With Lord Leveson’s inquiry into the British press now due to report on November 29th, Press Gazette has kindly posted a version of an argument I made to the inquiry and wherever else I’ve been able to find an outlet for it since.

If Leveson proposes a new form of independent regulation for the press founded in statute (something which all previous versions of self-regulation have avoided), there will be an almighty fuss. But the proposal is liable to founder not because of the volume of complaint but because of the problems intrinsic to the plan: issues of definition, compulsion and funding.

There’s a better way. Use law as an incentive towards transparency and self-regulation. Strengthen and clarify privacy law, build strong and consistent public interest defences into laws which impact journalism and allow courts to take editorial integrity and standards into account when cases come to court. Within that framework, self-regulation would be worth doing and worth doing well.

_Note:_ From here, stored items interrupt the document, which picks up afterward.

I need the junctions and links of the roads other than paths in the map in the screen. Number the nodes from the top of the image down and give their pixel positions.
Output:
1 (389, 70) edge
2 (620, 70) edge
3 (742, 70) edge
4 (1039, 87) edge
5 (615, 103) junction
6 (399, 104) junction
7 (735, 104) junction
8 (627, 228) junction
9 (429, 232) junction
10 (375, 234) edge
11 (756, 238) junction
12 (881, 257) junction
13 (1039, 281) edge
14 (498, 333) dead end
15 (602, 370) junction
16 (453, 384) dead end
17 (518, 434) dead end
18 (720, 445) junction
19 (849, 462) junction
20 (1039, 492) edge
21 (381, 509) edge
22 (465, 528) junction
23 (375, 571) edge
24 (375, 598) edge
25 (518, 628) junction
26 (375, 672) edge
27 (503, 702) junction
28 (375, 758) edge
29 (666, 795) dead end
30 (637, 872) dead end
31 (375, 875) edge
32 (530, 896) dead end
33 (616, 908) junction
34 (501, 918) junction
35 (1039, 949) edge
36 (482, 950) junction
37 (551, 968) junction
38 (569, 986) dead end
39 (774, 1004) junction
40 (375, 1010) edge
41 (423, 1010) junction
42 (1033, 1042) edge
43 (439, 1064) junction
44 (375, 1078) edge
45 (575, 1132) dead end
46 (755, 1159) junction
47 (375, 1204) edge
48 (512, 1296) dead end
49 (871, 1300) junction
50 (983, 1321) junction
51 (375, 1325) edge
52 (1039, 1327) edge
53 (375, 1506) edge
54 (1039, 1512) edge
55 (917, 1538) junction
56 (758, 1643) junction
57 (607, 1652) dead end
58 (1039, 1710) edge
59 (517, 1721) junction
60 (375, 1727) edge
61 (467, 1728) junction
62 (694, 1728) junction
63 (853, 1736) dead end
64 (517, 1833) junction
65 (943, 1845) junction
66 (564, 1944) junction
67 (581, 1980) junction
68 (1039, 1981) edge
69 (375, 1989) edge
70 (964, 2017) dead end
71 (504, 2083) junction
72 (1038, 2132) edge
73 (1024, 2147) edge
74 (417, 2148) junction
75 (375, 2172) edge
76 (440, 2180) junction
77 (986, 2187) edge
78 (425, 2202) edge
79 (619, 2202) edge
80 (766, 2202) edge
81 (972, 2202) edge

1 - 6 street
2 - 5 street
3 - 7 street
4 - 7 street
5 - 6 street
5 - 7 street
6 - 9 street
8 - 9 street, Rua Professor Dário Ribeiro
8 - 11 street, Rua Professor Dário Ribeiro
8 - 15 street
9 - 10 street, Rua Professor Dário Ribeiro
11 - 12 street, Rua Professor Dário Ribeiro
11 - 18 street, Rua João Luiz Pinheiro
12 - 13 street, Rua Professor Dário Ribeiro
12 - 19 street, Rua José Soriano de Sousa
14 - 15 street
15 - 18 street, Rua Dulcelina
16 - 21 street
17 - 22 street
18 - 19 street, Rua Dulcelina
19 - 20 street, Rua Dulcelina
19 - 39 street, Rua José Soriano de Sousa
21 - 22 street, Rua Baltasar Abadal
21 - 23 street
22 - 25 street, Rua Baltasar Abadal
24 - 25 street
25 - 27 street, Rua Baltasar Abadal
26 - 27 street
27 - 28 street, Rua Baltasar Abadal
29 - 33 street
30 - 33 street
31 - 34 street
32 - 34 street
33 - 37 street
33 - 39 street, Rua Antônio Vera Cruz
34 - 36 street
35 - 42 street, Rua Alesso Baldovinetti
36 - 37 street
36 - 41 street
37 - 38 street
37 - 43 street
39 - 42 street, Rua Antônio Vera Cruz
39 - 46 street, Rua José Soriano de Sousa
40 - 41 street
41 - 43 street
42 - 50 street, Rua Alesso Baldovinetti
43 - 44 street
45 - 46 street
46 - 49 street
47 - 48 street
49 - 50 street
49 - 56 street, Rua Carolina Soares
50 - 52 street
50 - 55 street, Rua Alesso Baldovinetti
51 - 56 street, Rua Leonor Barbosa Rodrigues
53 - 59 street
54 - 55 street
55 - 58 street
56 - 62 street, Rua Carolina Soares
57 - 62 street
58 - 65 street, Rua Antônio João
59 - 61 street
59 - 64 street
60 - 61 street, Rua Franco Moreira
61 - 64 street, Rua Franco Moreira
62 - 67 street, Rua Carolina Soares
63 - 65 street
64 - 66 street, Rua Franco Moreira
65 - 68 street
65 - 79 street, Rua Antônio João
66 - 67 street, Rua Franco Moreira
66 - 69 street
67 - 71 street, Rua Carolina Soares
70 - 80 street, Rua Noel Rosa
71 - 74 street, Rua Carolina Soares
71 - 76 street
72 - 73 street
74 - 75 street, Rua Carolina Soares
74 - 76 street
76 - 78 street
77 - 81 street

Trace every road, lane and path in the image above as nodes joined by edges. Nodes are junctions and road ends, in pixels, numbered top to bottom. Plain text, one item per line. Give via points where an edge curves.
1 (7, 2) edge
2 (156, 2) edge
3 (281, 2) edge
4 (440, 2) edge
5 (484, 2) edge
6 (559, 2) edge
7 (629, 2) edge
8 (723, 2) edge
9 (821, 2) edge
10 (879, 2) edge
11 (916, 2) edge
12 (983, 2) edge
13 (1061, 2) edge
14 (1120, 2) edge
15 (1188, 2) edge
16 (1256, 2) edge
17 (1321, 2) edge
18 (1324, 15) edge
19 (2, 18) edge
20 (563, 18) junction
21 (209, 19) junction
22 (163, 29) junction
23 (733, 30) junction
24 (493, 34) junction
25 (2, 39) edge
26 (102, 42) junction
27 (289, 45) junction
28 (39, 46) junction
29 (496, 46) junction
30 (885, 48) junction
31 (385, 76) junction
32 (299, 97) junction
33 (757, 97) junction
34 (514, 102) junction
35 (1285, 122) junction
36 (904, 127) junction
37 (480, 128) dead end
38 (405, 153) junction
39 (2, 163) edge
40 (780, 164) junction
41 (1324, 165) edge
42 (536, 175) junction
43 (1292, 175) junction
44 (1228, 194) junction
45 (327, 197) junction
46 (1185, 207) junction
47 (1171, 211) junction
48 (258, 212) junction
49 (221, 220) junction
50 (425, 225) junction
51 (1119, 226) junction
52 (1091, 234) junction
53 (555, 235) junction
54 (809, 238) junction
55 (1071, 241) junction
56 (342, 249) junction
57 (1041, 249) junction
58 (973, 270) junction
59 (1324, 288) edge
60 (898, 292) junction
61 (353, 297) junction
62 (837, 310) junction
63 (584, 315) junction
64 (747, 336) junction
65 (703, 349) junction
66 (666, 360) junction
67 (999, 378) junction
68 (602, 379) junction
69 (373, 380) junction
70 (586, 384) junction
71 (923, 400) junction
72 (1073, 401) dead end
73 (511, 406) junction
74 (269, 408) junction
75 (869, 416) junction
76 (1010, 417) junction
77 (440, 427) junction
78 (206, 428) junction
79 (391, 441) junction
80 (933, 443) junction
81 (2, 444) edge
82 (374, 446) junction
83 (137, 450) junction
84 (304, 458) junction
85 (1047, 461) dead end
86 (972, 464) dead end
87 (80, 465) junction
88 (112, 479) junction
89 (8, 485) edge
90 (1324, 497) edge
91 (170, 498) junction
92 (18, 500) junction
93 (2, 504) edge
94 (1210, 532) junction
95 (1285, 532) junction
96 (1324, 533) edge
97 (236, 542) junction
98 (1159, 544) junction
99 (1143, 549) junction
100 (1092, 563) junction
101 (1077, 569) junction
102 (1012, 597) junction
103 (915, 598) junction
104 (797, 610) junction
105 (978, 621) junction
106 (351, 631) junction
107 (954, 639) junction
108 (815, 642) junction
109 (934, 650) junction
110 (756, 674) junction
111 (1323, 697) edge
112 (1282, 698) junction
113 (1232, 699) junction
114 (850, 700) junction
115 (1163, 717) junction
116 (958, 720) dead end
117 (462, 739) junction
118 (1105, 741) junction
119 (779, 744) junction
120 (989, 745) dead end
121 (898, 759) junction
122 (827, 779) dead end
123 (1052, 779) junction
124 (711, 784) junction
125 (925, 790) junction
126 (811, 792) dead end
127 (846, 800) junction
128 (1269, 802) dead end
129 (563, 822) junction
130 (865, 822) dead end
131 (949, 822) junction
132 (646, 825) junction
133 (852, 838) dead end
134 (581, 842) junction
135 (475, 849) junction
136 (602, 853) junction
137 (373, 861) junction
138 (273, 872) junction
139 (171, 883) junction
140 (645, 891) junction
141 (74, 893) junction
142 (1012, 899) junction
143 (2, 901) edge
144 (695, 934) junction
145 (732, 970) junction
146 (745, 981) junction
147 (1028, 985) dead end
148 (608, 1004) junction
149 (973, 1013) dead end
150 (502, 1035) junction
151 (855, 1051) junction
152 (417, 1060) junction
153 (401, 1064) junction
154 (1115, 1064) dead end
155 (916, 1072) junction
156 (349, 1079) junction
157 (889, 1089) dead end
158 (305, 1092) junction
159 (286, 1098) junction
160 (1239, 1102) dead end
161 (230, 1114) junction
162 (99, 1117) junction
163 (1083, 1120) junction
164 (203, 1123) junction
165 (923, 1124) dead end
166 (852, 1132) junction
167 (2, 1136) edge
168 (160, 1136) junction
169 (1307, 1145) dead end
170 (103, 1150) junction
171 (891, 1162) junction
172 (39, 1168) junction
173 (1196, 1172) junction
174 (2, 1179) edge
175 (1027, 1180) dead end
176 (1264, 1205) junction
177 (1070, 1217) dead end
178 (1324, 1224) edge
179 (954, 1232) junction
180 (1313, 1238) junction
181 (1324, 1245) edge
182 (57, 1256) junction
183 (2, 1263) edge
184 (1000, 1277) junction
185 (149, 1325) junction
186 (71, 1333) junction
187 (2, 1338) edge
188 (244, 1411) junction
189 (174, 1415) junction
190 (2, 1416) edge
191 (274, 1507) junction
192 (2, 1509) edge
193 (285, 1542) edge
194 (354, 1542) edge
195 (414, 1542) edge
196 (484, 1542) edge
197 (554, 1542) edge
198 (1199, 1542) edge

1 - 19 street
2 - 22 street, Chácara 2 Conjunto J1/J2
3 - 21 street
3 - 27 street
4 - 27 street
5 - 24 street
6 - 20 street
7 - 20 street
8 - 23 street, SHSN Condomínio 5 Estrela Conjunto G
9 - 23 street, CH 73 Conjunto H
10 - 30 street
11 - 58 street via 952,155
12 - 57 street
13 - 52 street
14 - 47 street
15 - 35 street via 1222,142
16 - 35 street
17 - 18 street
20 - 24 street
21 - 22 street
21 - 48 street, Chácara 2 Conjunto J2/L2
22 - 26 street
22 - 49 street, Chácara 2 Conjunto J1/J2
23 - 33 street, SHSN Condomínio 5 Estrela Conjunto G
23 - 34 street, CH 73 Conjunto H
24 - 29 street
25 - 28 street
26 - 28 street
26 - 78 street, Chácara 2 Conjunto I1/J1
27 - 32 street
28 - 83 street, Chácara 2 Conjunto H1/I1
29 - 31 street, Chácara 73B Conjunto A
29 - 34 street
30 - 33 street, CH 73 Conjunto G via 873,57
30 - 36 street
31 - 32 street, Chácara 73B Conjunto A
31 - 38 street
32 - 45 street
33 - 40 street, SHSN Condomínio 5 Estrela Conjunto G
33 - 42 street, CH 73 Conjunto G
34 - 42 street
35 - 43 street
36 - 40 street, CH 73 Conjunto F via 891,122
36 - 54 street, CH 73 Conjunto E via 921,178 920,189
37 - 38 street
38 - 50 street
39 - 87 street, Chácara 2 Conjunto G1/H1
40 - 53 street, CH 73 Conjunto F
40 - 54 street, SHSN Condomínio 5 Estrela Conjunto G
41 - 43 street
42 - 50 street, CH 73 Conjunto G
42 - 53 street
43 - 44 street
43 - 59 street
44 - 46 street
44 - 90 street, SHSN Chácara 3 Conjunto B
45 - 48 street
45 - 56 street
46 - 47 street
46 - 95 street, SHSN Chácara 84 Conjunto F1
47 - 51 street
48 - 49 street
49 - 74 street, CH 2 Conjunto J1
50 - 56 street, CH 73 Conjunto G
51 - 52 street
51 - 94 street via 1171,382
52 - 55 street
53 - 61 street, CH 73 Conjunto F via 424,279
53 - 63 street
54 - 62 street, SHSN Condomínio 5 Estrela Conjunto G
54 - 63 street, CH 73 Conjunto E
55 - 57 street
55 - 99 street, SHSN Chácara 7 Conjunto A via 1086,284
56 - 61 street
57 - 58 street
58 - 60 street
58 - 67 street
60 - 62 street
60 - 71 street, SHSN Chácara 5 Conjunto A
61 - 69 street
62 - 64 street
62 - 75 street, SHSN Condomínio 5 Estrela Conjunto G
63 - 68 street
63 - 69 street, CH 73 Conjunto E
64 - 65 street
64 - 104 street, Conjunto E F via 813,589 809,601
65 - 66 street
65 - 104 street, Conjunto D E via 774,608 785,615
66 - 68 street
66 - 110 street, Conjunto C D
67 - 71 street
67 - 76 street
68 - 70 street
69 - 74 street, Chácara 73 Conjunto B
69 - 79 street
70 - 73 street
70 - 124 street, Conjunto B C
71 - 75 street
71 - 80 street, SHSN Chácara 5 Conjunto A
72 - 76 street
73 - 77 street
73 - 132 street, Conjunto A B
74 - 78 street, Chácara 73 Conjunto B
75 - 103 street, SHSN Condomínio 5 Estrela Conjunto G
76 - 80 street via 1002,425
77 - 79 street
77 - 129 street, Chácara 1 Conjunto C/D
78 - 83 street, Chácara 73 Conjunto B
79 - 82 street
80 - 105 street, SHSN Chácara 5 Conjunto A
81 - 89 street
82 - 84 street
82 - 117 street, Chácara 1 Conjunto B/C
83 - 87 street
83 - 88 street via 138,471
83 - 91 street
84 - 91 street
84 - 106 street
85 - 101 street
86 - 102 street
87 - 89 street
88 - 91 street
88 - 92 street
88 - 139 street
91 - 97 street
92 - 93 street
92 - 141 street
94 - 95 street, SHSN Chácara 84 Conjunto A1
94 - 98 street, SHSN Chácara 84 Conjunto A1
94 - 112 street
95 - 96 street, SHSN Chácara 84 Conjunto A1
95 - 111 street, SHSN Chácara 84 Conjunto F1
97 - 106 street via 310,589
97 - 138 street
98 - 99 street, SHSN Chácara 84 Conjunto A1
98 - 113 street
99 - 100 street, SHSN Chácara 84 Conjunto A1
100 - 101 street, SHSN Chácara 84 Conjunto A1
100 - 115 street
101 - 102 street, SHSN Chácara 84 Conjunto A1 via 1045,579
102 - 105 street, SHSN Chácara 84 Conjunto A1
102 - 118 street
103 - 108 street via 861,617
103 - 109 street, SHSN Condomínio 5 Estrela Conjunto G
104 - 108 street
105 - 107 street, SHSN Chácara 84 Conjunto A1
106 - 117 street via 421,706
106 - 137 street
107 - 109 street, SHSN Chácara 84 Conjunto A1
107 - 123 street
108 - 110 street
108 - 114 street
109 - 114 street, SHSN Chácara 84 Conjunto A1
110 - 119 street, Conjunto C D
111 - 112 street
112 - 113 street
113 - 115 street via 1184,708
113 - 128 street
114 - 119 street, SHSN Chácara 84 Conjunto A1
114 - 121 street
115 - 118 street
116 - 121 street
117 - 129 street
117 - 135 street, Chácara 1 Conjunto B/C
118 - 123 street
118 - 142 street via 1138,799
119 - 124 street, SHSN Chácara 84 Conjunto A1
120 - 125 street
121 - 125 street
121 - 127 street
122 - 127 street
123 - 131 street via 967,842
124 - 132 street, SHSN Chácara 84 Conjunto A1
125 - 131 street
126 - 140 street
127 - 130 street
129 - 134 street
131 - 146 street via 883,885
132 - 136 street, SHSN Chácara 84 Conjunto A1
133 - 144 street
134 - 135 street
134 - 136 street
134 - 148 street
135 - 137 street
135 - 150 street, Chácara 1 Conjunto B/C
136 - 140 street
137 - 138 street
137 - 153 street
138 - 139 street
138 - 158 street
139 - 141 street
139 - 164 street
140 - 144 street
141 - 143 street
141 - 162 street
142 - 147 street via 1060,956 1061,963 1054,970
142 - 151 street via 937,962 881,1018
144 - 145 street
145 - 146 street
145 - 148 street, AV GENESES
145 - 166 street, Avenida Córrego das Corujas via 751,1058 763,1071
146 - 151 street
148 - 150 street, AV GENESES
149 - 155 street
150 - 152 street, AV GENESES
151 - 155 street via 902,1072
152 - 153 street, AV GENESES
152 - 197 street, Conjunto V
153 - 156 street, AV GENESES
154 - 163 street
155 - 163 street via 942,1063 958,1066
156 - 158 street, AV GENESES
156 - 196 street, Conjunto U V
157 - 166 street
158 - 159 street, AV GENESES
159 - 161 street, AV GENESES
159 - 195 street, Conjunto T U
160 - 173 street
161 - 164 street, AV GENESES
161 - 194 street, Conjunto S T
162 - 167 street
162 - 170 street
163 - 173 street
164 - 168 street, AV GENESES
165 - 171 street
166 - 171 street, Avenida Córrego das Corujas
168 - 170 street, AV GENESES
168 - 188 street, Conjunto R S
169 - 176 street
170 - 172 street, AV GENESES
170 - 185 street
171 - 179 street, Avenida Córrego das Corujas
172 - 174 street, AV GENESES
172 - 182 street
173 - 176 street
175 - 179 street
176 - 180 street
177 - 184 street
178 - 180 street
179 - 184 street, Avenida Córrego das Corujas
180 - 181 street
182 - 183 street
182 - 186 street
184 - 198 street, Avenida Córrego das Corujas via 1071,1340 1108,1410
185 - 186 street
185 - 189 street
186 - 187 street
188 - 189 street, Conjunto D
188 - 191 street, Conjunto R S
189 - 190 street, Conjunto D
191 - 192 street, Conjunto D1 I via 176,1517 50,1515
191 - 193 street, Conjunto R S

That’s a bald summary. I saw an ad in the Daily Mail today from the Free Speech Network objecting to the possibility of the press being “shackled”, showing six newspaper front pages and asking if these stories would have appeared under “state regulation”. (The stories shown are the Mail’s front pages on the men alleged to have killed Stephen Lawrence, A Telegraph splash on MPs’ expenses, The Sun front page on Andrew Mitchell calling policemen “plebs”, a Times investigation on celebrity tax avoiders, the Daily Mirror on John Prescott’s affair with his secretary and a Guardian front page on phone-hacking.)